La réception est intervenue le 24 juin 2022, avec des réserves.
M. et Mme [Y] ont fait établir un procès-verbal de constat de ces désordres et non conformités par acte de commissaire de justice du 27 juillet 2022.
Les réserves n’ayant pas été levées, M. et Mme [Y] ont saisi leur protection juridique, laquelle a mandaté le cabinet Stelliant pour l’organisation d’une expertise amiable. Aux termes d’un rapport du 23 avril 2024, l’expert amiable a relevé des non-conformités, notamment un défaut d’implantation de l’ilot de cuisine et des défauts d’éclairage.
Par courrier du 13 juillet 2022, Mme [C] a informé M. et Mme [Y] qu’elle mettait fin à sa mission.
Les démarches amiables initiées par M. et Mme [Y] afin de parvenir à la résolution amiable du litige n’ont pas abouti.
*
C’est dans ce contexte que, par actes de commissaire de justice du 16 et 23 septembre 2024, M. et Mme [Y] ont fait assigner Mme [C], entrepreneur individuel exerçant sous la dénomination [T] [L], et son assureur, la société Euromaf Assurance des Ingénieurs et Architectes Européens, devant le président du tribunal judiciaire d’Angers statuant en référé, sur le fondement des dispositions des articles 145 et 835 du code de procédure civile, aux fins de voir:
— ordonner une mesure d’expertise judiciaire ;
— condamner in solidum Mme [C] et son assureur à leur payer la somme de 15.500 euros à titre de provision à valoir sur l’indemnisation de leur entier préjudice ;
— condamner in solidum Mme [C] et son assureur à leur payer la somme de 3.000 euros en application de l’article 700 du code de procédure civile ;
— condamner in solidum Mme [C] et son assureur aux entiers dépens.
Par voie de conclusions n°3, M. et Mme [Y] demandent au juge de céans de débouter Mme [C] de sa demande de délocalisation et de renvoi de l’affaire devant le tribunal judiciaire de Nantes, de se déclarer compétent pour connaître des demandes qu’ils formulent et réitèrent leurs demandes introductives d’instance.
A l’appui de leurs prétentions, M. et Mme [Y] font valoir qu’il n’y aurait pas lieu à la délocalisation de l’affaire dès lors que M. [Y] n’exerce plus ses fonctions d’avocat.

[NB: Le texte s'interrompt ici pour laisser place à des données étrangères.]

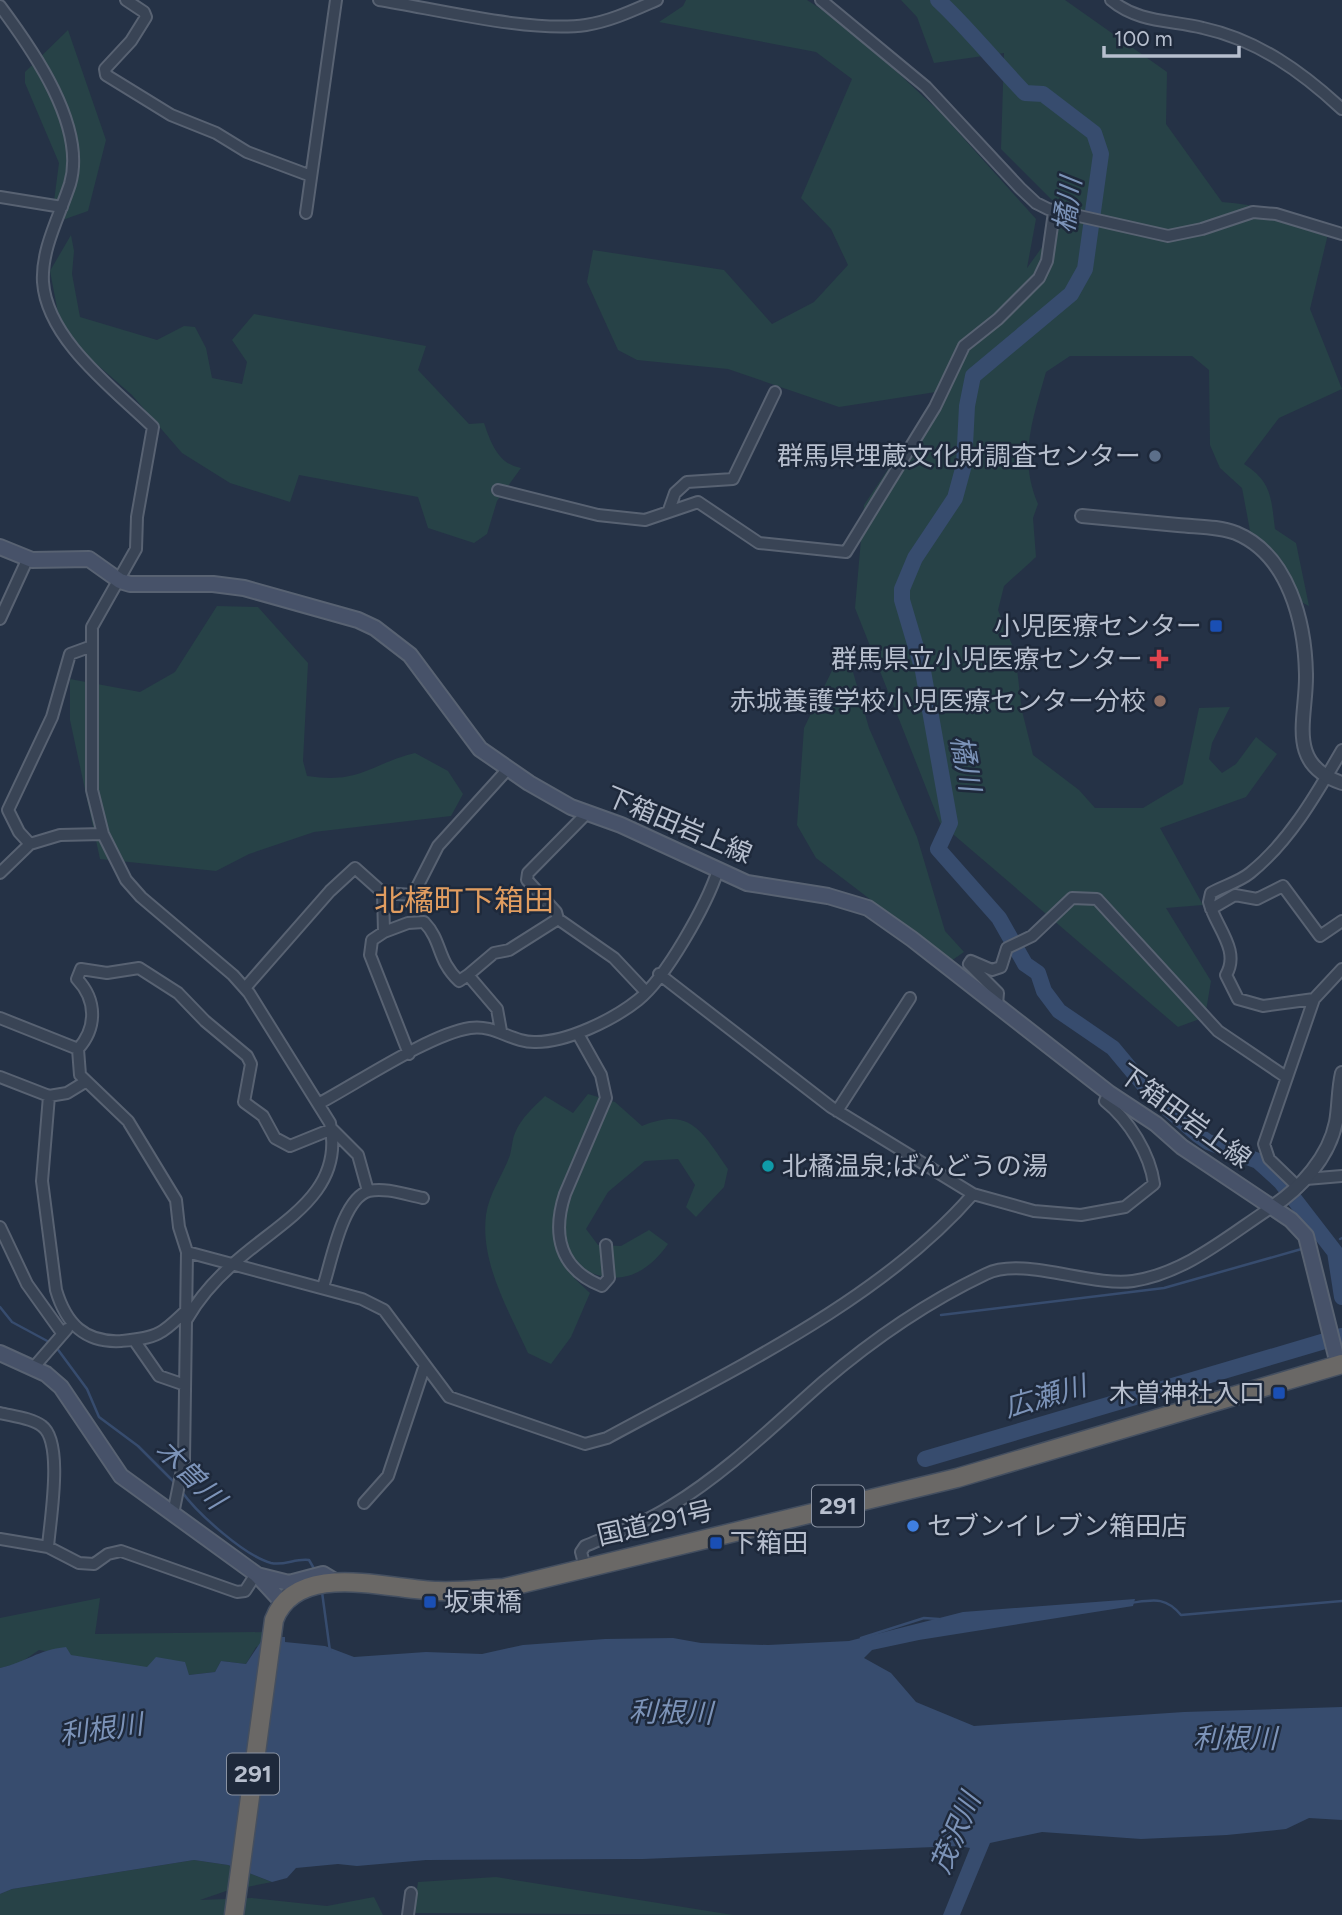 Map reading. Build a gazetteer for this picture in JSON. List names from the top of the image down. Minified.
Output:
{"streets":{"highway":["291","国道291号"],"main road":["下箱田岩上線"]},"crossings":[["下箱田岩上線","国道291号"]],"districts":["北橘町下箱田"],"water":["橘川","広瀬川","木曽川","利根川","茂沢川"],"places":{"other":["群馬県埋蔵文化財調査センター","赤城養護学校小児医療センター分校","北橘温泉;ばんどうの湯","セブンイレブン箱田店"],"transit":["小児医療センター","木曽神社入口","下箱田","坂東橋"],"health":["群馬県立小児医療センター"]},"scale_bar":"100 m"}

Par ailleurs, ils soutiennent que la responsabilité contractuelle de Mme [C], en sa qualité de maître d’oeuvre, ne serait pas sérieusement contestable compte tenu des désordres et non-conformités relevées. Ils ajoutent que ces manquements leurs causeraient des préjudices matériels et moraux. Ils précisent enfin qu’à ces non-conformités s’ajoute un retard des travaux, ainsi que des nombreux travaux supplémentaires dépassant l’enveloppe budgétaire fixée.
*
Par voie de conclusions en réponse n°2, Mme [C] sollicite du juge des référés, sur le fondement des dispositions des articles 47, 145 et 835 du code de procédure civile, ainsi que des articles 1231 et suivants du code civil, de :
— ordonner la délocalisation de l’affaire et renvoyer celle-ci au tribunal judiciaire de Nantes;
— débouter M. et Mme [Y] de leur demande de provision ;
— constater qu’elle formule des protestations et réserves d’usage sur la demande d’expertise;
— compléter la mission de l’expert judiciaire par l’apurement des comptes entre les parties;
— réserver les dépens.
A l’appui de ses prétentions, Mme [C] explique que M. [Y] est un ancien avocat du barreau d’Angers et que sa société serait toujours active.
Par ailleurs, elle indique avoir omis de facturer sa TVA et qu’une facture de 600 euros à ce titre n’aurait pas été réglée par les demandeurs.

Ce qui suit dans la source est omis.